What Is a GMAT Test?
The GMAT (Graduate Management Admission Test) is a computer-adaptive standardized test in mathematics and the English language for measuring aptitude to succeed academically in graduate business studies. Business schools commonly use the test as one of many selection criteria for admission into an MBA or Ph D program. Business schools in the United States and other English-speaking countries use the three-part test as key admission criteria for graduate business administration programs such as an MBA.
- The GMAT begins with an analytical writing assessment, which consists of two separate writing assignments. One is analysis of an issue; the other is analysis of an argument. Test takers are given 30 minutes to complete each assignment.
- The second part of a GMAT is the quantitative section, which consists of 37 multiple-choice questions. The questions fall under two categories, data sufficiency and problem solving. There is a 75-minute time limit to complete this part.

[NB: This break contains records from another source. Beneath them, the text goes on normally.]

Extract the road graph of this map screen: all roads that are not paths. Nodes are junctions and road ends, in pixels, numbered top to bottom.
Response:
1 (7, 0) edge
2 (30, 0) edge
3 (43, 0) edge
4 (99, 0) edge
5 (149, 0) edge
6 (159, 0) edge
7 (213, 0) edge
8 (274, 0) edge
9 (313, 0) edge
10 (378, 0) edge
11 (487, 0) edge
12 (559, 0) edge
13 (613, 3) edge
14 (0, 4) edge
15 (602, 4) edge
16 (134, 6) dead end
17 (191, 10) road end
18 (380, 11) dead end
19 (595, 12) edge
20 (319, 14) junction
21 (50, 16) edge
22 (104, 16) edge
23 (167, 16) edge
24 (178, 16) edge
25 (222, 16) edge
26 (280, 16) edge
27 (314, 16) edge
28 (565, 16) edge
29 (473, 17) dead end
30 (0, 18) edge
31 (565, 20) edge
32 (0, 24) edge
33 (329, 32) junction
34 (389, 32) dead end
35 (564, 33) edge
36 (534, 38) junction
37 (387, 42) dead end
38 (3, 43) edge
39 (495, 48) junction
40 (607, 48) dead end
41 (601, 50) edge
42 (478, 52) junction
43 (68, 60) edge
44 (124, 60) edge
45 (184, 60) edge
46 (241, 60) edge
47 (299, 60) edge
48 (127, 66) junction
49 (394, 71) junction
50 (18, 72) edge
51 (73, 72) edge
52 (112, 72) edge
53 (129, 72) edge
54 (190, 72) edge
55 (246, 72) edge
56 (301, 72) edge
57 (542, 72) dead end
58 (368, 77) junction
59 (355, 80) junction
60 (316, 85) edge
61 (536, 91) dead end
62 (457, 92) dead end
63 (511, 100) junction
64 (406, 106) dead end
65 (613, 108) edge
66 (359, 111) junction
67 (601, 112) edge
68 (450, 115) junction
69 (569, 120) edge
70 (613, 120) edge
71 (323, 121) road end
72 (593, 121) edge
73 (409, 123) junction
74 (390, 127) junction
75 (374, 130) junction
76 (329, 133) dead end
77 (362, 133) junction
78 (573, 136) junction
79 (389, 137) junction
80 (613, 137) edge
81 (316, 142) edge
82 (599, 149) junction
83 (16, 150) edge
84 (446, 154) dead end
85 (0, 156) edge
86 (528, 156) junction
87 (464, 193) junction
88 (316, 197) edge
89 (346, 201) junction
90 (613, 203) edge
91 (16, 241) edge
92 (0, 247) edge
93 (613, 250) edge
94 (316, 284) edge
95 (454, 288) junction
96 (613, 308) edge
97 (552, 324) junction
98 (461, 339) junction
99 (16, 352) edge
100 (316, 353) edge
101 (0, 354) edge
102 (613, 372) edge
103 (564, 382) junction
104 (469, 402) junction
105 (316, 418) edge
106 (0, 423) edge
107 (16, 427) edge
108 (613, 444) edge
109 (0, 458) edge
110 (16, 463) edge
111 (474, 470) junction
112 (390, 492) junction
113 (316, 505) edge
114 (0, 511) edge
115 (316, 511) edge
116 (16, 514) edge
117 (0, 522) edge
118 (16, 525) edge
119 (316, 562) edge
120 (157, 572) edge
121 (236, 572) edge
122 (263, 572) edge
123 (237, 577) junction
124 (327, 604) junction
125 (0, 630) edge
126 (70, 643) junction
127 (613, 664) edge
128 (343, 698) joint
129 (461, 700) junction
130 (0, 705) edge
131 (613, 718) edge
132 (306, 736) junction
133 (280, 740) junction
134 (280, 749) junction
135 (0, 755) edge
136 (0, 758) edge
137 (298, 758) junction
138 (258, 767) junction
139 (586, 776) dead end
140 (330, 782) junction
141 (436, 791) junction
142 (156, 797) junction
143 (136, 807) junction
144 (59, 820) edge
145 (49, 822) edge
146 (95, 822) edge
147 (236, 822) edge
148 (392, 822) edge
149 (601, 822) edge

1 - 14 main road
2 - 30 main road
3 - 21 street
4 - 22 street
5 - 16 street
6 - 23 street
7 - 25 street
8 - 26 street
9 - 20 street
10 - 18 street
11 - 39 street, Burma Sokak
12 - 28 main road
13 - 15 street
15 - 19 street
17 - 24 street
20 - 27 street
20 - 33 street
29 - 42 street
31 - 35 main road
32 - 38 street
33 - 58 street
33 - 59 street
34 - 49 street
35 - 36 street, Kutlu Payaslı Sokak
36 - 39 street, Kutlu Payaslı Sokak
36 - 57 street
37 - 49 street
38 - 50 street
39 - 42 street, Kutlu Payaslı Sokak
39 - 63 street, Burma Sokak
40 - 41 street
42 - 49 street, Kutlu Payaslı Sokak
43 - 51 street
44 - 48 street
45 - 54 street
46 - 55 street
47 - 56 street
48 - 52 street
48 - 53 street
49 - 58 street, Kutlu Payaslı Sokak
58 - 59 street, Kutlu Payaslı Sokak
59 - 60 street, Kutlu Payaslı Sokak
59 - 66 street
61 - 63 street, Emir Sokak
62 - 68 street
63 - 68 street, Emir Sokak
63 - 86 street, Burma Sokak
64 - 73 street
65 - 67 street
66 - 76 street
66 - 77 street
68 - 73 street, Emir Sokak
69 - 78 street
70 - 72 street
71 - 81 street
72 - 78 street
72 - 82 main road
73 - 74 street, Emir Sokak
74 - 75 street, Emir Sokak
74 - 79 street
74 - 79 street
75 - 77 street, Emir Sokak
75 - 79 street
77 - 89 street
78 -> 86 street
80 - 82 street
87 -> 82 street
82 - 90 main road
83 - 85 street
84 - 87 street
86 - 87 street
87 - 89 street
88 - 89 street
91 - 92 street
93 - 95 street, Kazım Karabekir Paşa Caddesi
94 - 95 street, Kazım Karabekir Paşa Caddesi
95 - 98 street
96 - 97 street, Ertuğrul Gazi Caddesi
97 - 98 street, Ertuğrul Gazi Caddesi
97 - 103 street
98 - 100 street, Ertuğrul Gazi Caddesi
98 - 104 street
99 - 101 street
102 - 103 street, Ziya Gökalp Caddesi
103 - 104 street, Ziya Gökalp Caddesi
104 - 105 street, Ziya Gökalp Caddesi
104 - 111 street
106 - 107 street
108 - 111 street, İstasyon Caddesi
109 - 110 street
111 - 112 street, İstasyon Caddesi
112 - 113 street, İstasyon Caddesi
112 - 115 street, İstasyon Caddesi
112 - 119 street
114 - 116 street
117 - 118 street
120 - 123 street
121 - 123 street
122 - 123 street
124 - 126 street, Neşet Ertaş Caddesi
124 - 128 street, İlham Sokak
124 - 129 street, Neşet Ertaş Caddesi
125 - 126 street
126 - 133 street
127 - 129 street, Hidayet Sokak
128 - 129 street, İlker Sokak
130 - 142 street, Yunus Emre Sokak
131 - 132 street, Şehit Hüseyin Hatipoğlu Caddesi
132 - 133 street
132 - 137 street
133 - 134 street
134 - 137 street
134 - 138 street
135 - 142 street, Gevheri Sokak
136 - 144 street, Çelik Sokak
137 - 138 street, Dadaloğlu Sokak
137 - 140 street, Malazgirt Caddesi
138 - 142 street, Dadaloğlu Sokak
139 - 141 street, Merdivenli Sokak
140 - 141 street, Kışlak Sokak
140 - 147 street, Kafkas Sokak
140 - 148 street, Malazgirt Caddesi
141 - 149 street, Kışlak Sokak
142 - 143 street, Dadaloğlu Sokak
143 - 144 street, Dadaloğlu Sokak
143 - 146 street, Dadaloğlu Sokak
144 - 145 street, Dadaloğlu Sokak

- The third and final part of the GMAT is another multiple-choice section, this time 41 questions in reading comprehension, critical reasoning and sentence correction. This section must be completed within 75 minutes.
- GMAT scores are based on the number of questions answered, the number of questions answered right or wrong and the level of difficulty of each question, according to the MBA.com website. The GMAT is an adaptive test, which means questions are weighted according to their difficulty and other statistical properties.